[Data records]
[Start of Attachment]

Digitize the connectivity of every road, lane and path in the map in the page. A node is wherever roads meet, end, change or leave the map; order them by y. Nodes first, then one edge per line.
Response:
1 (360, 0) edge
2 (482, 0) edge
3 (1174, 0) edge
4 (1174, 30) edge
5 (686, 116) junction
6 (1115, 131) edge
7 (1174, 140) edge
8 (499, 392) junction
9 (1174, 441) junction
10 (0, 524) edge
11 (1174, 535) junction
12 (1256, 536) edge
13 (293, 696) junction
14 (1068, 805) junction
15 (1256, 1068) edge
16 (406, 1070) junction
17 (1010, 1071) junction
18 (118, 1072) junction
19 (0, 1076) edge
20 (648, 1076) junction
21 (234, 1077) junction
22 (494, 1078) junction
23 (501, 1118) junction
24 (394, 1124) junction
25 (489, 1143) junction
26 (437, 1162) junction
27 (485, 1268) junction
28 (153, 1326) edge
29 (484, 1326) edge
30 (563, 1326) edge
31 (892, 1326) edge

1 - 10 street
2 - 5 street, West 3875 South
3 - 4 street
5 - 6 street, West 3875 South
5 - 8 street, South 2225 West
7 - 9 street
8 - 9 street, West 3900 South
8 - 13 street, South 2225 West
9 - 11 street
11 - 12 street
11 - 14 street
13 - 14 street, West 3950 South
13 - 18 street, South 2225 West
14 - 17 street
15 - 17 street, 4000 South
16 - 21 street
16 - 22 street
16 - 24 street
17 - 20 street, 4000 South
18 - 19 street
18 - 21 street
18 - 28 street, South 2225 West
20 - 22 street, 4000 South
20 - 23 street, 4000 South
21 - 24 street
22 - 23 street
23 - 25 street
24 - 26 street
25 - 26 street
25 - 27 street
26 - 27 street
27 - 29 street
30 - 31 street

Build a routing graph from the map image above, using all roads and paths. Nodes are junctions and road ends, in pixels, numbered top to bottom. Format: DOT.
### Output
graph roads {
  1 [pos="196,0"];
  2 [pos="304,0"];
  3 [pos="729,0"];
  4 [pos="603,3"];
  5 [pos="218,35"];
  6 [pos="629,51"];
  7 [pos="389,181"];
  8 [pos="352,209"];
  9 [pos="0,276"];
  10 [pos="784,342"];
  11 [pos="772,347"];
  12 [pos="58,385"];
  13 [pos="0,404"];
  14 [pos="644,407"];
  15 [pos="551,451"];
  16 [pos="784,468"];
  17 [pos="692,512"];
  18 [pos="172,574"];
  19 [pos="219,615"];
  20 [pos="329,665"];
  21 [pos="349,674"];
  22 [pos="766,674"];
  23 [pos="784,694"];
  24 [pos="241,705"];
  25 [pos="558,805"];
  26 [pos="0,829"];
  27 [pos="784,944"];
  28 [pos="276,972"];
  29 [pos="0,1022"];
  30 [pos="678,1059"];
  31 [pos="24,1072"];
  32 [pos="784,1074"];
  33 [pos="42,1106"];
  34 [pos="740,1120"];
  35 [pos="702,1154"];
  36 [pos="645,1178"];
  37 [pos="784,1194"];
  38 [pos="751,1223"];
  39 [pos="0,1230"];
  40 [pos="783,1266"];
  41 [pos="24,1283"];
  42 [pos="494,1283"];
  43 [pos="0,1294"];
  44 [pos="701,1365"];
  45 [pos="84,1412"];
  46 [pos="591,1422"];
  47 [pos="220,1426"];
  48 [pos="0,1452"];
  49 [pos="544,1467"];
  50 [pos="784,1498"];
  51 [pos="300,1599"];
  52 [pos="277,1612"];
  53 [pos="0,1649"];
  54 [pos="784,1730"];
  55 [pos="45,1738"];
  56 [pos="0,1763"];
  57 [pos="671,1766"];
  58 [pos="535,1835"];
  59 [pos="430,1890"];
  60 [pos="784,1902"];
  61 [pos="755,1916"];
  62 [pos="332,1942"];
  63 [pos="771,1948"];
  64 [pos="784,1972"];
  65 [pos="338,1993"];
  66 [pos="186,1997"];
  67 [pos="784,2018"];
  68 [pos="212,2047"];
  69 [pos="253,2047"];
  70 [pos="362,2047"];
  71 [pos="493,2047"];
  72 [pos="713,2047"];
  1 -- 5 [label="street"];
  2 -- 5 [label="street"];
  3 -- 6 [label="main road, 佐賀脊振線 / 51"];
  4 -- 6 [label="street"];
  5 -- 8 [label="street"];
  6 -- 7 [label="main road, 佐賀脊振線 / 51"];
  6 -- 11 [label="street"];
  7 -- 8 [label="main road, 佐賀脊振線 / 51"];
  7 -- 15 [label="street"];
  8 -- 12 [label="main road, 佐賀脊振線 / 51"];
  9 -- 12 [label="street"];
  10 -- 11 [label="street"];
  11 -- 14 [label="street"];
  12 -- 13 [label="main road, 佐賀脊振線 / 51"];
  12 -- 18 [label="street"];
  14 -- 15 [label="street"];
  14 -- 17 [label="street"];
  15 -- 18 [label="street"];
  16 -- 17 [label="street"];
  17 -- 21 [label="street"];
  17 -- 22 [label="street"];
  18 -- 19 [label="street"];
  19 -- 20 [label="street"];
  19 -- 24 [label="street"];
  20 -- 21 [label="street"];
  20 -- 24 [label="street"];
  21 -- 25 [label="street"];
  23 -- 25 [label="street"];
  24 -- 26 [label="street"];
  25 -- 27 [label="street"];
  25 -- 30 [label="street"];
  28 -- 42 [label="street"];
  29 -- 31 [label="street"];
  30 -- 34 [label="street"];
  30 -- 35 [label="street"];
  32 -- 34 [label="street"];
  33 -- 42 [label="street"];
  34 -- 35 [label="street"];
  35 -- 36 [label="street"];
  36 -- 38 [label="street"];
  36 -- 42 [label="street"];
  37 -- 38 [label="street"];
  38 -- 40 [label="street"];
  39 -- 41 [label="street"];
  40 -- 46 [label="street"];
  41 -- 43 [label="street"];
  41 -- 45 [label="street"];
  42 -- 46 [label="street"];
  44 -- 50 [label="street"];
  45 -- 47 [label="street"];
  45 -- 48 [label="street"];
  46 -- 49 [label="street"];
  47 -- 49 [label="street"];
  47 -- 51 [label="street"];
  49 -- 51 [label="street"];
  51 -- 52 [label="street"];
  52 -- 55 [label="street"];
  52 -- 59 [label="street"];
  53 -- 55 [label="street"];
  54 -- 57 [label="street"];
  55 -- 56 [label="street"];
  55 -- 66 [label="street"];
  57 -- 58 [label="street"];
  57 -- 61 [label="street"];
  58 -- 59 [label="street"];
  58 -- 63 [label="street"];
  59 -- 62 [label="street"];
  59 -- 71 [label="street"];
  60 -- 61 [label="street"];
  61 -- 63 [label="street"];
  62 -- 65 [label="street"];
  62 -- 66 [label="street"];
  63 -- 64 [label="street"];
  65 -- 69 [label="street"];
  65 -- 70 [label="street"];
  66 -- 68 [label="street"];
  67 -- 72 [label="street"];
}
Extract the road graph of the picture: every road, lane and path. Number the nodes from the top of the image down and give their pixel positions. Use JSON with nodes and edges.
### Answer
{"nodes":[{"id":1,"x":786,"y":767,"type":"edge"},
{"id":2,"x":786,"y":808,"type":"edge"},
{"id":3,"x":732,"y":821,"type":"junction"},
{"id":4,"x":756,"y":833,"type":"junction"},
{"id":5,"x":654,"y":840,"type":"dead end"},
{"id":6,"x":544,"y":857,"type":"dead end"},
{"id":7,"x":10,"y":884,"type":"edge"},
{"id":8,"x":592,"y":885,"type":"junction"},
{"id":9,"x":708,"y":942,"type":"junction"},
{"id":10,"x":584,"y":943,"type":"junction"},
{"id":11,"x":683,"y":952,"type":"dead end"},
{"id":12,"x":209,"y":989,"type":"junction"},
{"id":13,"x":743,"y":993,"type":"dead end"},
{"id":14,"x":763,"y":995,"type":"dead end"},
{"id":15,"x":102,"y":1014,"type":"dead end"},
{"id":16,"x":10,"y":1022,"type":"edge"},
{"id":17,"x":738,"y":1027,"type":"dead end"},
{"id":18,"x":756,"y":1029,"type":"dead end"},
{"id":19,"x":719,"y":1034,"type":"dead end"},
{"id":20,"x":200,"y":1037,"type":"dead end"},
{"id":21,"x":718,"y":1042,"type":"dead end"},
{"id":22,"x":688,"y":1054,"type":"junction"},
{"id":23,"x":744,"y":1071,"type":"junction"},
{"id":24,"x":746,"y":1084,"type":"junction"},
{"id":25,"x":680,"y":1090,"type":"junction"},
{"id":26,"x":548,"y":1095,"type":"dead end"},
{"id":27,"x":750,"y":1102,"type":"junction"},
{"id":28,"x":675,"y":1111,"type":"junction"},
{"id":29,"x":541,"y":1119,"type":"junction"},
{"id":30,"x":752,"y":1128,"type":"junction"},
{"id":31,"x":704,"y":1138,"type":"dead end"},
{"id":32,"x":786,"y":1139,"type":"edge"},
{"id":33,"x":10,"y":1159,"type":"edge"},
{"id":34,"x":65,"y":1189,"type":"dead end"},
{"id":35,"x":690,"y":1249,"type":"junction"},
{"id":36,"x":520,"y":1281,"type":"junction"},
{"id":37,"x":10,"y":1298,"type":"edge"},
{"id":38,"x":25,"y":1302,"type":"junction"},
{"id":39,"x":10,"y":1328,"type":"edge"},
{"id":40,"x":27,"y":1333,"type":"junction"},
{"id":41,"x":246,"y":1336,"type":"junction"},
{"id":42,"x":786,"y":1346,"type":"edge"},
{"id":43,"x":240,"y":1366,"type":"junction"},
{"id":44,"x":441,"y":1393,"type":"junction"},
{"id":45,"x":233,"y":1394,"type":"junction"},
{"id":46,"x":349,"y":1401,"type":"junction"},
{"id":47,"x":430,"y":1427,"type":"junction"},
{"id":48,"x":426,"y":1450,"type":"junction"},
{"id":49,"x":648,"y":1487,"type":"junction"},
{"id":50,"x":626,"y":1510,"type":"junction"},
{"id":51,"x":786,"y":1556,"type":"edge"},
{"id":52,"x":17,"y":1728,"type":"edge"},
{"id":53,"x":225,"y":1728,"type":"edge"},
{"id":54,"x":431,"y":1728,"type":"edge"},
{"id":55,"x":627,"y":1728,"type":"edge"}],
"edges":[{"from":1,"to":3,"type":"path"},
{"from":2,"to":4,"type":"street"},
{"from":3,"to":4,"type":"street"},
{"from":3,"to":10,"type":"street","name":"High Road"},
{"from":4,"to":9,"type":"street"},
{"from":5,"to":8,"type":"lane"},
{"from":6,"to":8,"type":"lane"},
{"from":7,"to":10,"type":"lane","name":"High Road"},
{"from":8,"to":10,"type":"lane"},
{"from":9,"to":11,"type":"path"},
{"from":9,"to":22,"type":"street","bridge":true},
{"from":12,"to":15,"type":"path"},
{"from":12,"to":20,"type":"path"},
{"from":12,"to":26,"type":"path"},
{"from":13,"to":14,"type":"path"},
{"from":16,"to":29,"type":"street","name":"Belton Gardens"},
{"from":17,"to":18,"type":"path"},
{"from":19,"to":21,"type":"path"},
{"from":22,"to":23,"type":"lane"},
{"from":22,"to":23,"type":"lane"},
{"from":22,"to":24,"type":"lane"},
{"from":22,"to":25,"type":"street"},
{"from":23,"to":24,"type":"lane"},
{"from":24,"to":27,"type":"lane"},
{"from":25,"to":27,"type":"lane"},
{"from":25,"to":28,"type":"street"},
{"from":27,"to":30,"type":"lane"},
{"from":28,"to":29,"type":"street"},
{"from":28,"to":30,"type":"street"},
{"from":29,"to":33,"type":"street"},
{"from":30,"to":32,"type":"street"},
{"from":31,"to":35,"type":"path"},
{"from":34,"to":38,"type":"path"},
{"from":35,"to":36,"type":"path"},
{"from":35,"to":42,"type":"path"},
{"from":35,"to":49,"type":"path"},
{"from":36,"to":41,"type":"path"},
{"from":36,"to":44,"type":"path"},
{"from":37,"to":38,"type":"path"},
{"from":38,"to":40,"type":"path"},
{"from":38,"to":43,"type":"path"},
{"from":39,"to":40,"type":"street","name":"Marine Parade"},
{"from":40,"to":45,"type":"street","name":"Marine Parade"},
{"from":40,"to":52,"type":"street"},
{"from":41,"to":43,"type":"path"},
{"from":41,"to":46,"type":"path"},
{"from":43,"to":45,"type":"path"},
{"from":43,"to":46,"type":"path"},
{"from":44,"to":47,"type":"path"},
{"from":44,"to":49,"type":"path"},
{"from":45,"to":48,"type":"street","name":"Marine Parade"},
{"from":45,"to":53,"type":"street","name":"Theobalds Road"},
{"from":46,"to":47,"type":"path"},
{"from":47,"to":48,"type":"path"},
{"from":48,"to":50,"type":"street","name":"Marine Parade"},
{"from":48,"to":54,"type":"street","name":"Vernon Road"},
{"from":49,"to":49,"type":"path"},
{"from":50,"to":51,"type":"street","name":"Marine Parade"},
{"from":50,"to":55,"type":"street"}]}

[End of Attachment]

■ **Work instructions**: Return each line above where the word "Marine" shows up.

■ **Response to the task**:
{"from":39,"to":40,"type":"street","name":"Marine Parade"},
{"from":40,"to":45,"type":"street","name":"Marine Parade"},
{"from":45,"to":48,"type":"street","name":"Marine Parade"},
{"from":48,"to":50,"type":"street","name":"Marine Parade"},
{"from":50,"to":51,"type":"street","name":"Marine Parade"},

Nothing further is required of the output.